Five years later, Lake Mooney has become both a vital link in Stafford’s mission to provide high-quality clean water to the County and a center for recreation for the neighboring communities. The Lake Mooney Water Treatment Facility currently pumps about 1.8 billion gallons of water to the county. The reservoir holds 5.5 billion gallons of water and sits behind a 118 feet tall dam that is more than 1,200 feet in length. The capacity of the reservoir is designed to meet the needs of Stafford’s growing citizen and business population for many years to come.
“The availability of abundant clean water is something we take for granted, but it is critically important when planning the future of a community,” said Chairman of the Board of Supervisors Gary Snellings. “Stafford County has a successful track record in undertaking and successfully bringing to fruition large projects and Lake Mooney has proven to be a source of pride for us.”
Stocked with largemouth bass, channel catfish and sunfish, black crappie and other species naturally colonized the lake during filling. The lake opened for fishing in July 2017, after the fish were mature enough to harvest. There is a park at Lake Mooney with restroom facilities and a boat launch, no gas-powered engines are allowed. Admission is free to the park, but a fishing license is required.
As well, the park is the site of a cabin belonging to enslaved people. Stafford County is working to preserve the cabin, one of the few examples of buildings belonging to enslaved people left in Virginia.
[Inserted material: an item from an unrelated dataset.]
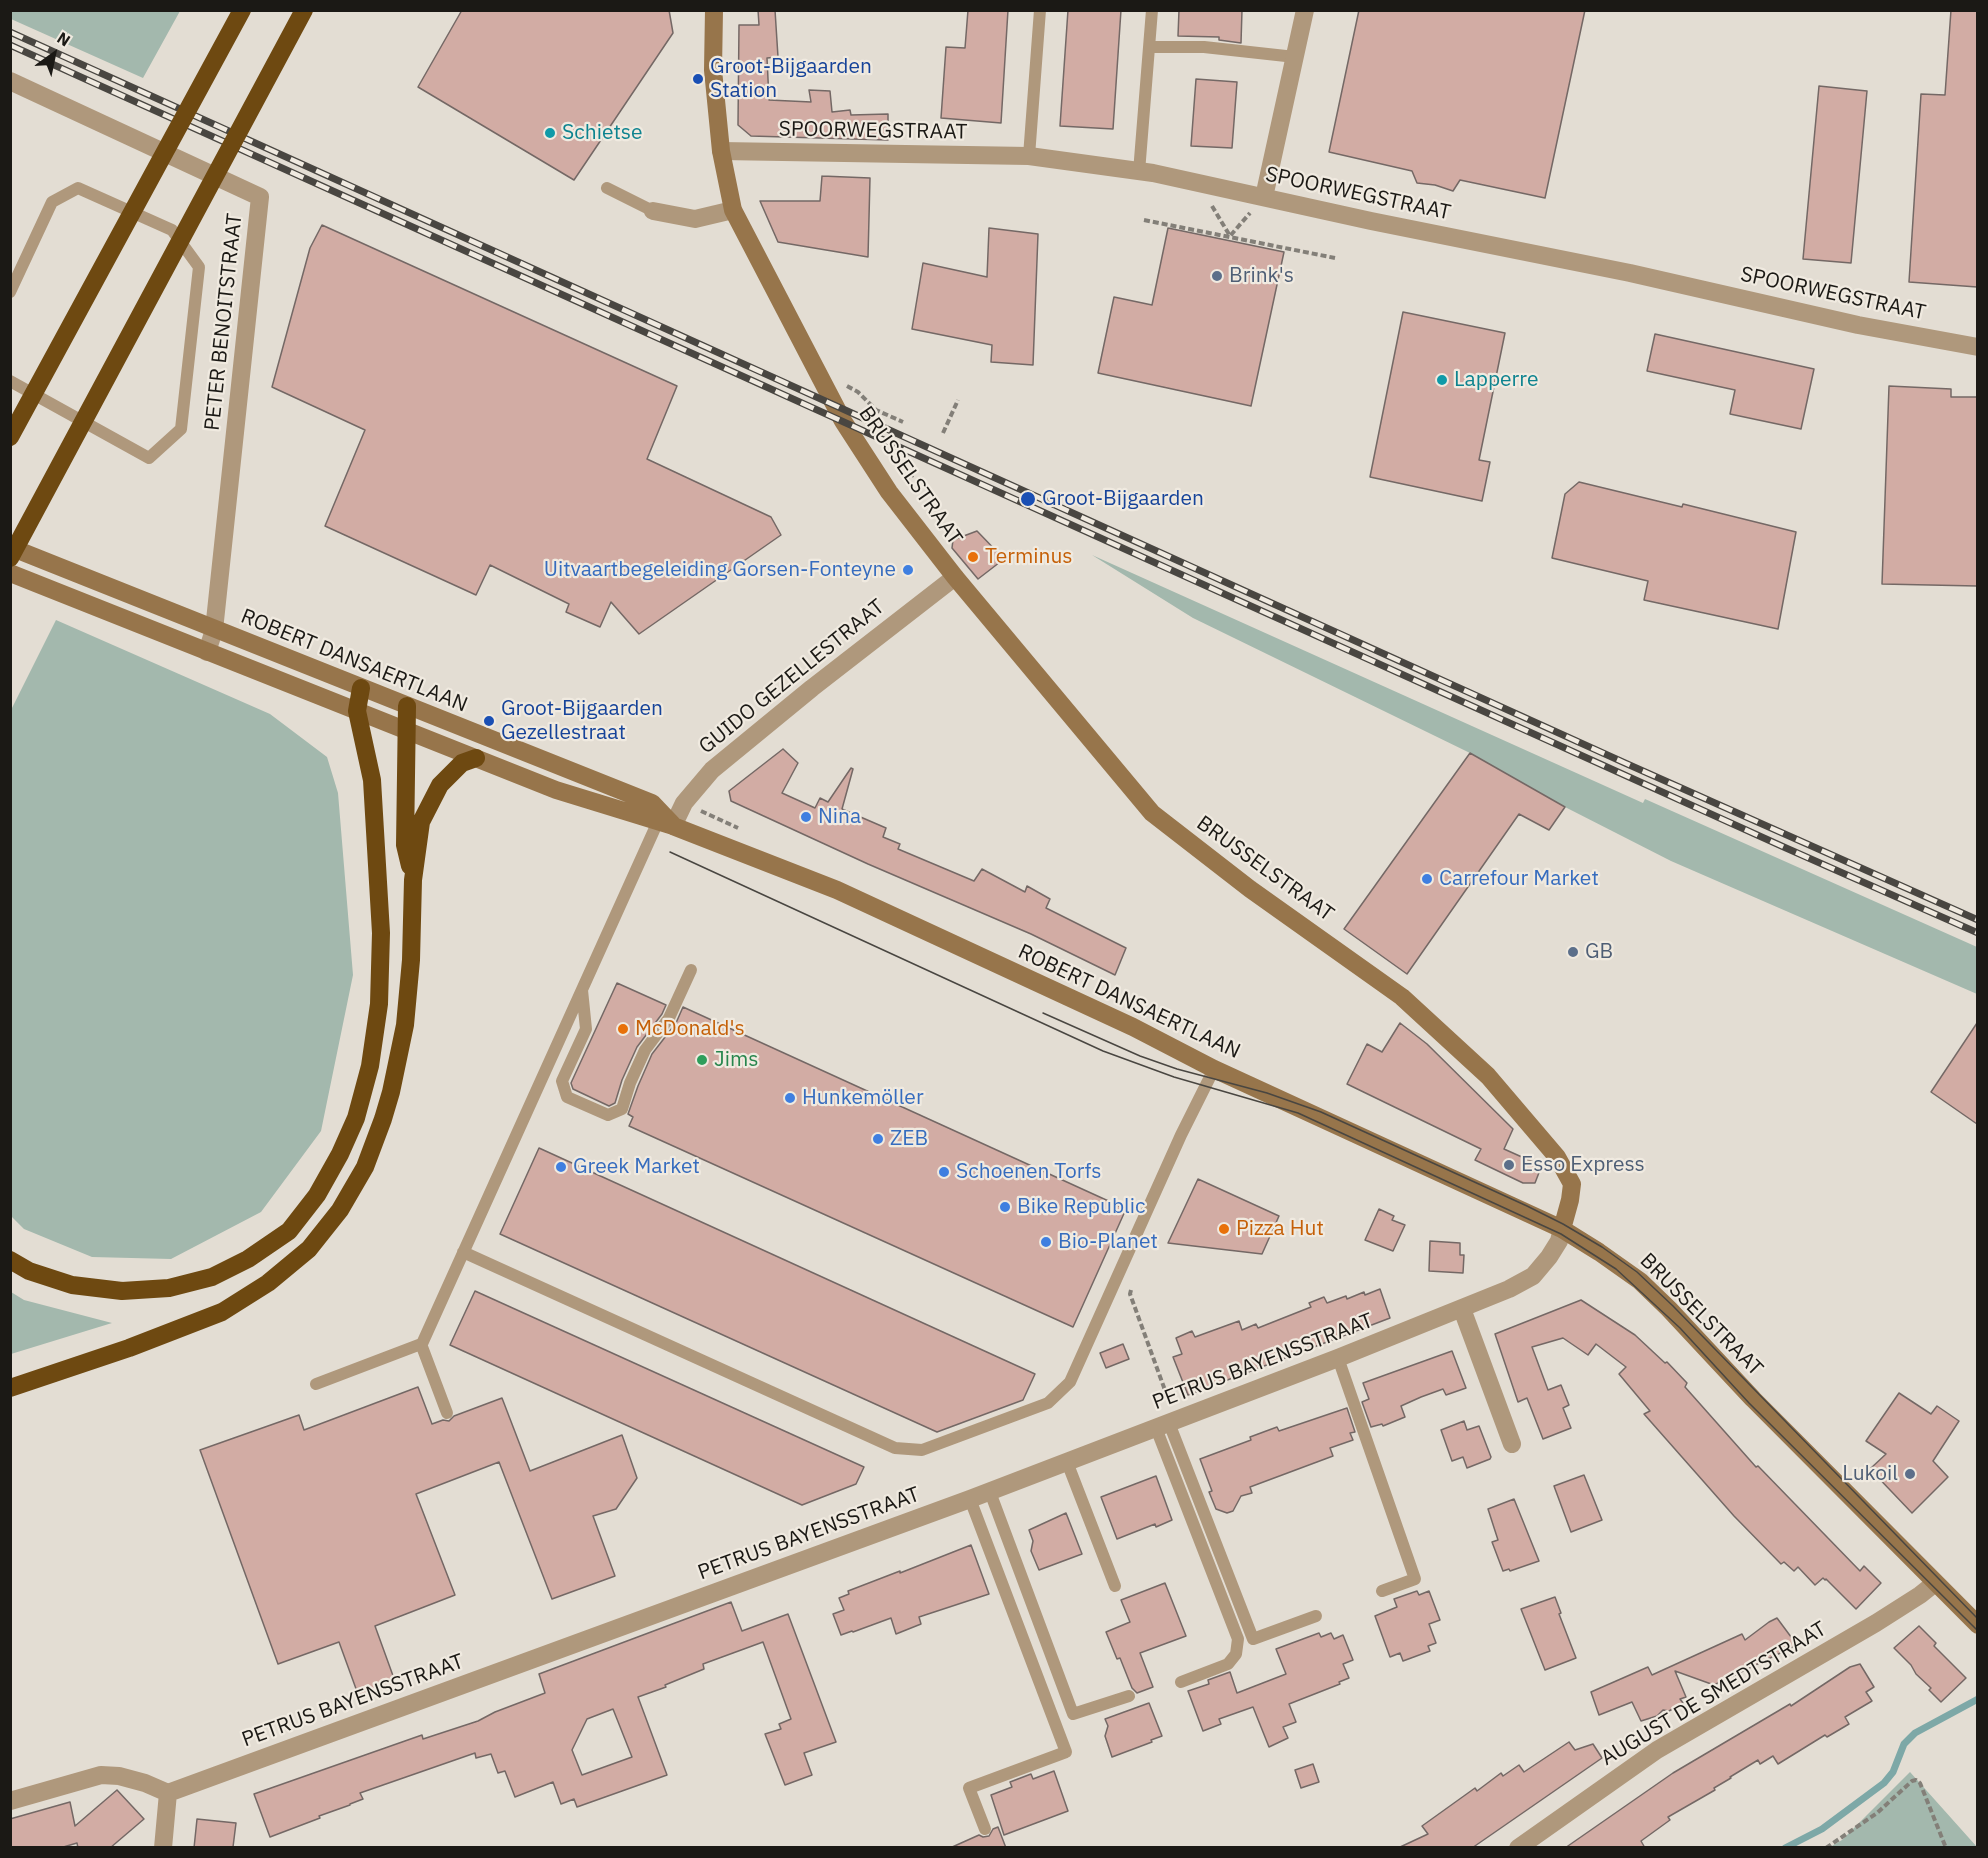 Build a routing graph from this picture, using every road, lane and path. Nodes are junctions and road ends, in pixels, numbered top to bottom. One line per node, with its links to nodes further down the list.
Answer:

The funding and planning for the reservoir took more than 20 years and was funded through user fees. Over the years, in anticipation of the Rocky Pen Run Dam, Reservoir and Water Treatment Facility, the County built up reserves from expansion fees. Expansion fees are one-time revenues paid by new users as they join the Utilities system. The project was funded through those expansion fees as well as $61 million in bonds issued in 2012. No tax dollars were used.
Lake Mooney is named after Jason Mooney, a Stafford deputy who worked for the Sheriff’s Office before tragically dying in an accident on I-95 after responding to an emergency call on October 19, 2007. He was a graduate of Colonial Forge High School and a veteran of the Marine Corps. Mooney also served as a firefighter with Company 2 in Stafford.